Conclusions: The VAO subjective refraction is more accurate than VAO objective refraction and autorefraction, regardless of refractive error, age, or the presence of ocular conditions. The presence of ocular conditions significantly deteriorates the accuracy of all refraction methods.

Translational Relevance: Reported clinical comparisons between different types of standard refraction methods and a new adaptive optics refraction instrument (VAO) are in good agreement and support the further development of this method to increase refraction accuracy and to refract quicker than standard procedures.

Introduction
Refractive error measurement, correction and progression are all important aspects in primary vision care. According to the most recent estimates from the World Health Organization, uncorrected refractive error is the main cause of visual impairment, affecting 43% of the global population.1 
The refraction of the eye can be obtained both objectively and subjectively.

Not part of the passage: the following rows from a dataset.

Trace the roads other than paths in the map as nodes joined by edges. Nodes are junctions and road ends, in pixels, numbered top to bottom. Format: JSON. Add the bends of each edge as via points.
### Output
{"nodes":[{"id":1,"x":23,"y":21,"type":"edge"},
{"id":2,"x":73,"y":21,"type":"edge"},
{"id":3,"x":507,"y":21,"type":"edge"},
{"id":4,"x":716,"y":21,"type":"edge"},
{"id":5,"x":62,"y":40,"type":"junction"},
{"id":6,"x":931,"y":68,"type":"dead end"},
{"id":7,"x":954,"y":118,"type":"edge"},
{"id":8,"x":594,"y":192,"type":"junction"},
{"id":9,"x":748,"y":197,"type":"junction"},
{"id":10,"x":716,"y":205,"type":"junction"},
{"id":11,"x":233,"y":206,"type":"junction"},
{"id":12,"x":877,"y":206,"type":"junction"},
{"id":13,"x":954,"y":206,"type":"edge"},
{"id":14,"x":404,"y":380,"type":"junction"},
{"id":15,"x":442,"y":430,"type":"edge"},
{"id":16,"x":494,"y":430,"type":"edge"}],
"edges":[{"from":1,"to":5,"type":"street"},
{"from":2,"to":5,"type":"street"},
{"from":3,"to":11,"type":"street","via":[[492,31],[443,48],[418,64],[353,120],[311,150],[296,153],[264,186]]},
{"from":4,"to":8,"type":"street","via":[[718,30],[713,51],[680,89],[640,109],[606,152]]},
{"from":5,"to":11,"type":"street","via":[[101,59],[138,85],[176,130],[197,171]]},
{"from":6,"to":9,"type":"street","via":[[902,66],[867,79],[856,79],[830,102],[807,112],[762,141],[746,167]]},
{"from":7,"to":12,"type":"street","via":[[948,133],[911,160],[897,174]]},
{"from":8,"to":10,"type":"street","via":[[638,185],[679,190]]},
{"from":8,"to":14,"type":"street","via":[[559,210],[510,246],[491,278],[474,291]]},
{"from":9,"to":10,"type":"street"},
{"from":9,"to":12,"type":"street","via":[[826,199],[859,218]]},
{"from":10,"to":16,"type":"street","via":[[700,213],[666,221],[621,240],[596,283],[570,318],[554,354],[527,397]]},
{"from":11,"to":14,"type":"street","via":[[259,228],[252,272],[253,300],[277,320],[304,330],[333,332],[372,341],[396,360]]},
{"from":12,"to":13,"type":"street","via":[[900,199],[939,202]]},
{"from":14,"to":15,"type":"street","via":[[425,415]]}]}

Objective refraction measurements are currently determined quickly and easily with autorefractors and wavefront aberrometers, and they are often used as a starting point for clinical subjective refraction.24 Several studies have reported that most modern objective refractometers are reliable and accurate.59 However, prescribing spectacles from objective findings alone achieves limited patient satisfaction, which is why subjective refraction is considered the gold standard of refraction.10 Clinical subjective refraction compares different dioptric lenses (i.e., spherical and cylindrical lenses) to arrive at the dioptric lens combination that produces optimal visual acuity.11 
Recently, new technologies have appeared with the aim of approaching the measurement of refraction in a different way.1214 Most of them are objective and do not include the patient's subjective response, which limit their applicability for accurate spectacles prescription. Substantial efforts are being made in terms of miniaturizing devices, decreasing costs, and improving software accessibility to make the technology accessible to everyday clinics. Electro-optical varifocal systems, based on adaptive optics technology and used as visual simulators,1517 allow one to be able to obtain certain wavefront profiles such as those experienced with multifocal intraocular lenses.1618 These systems have also the potential to perform some optometric tests such as the subjective refraction since they have computer-controlled phoropter capabilities. To date, this application has not been fully explored, because adaptive optics visual simulators have been mostly confined to research laboratories and small prospective studies.19 
The Visual Adaptive Optics (VAO, Voptica S.L., Murcia, Spain) is the only commercially available adaptive optics visual simulator with an embedded Hartmann–Shack aberrometer. It has different testing modalities as testing subjective responses for multifocal intraocular lens vision simulation, and it allows monocular objective (using the Hartmann–Shack aberrometer alone) and subjective refraction (subjective visual testing to refine the objective refraction) measures within a few minutes.19 
The main purpose of this study was to compare the findings of both the VAO objective and subjective refractions with a commercial autorefractometer (Accuref-K 9001, Rexxam Co., Osaka, Japan) and clinical subjective refraction for participants of different ages, refractive error types, and presence of ocular conditions. 
Methods
Participants
This cross-sectional study was conducted on a sample of 469 adult participants (≥18 years old) during a period of 6 months. The study was approved by the Ethics Committee of Anglia Ruskin University (Cambridge, UK), it followed the tenets of the Declaration of Helsinki and all participants gave informed written consent. In order to have a sample representative of the general and true adult population, the only inclusion criteria were to be within the visual simulation operative range of the VAO in sphere and cylinder (sphere ± 9 diopters [D] and cylinder ± 9 D). 
Examination Protocol
Noncycloplegic monocular subjective refraction was obtained in all participants, in both eyes, with the VAO system (VAO subjective) and the optometrist's clinician subjective refraction procedure with a trial frame and trial ophthalmic lenses (ClinicianRefraction). The starting point of the VAO subjective refraction was obtained by means of the Hartmann–Shack wavefront sensor embedded in the instrument (VAO objective). The starting point of the conventional clinician subjective refraction was obtained by means of the Accuref-K 9001 autorefractometer (Autorefraction). 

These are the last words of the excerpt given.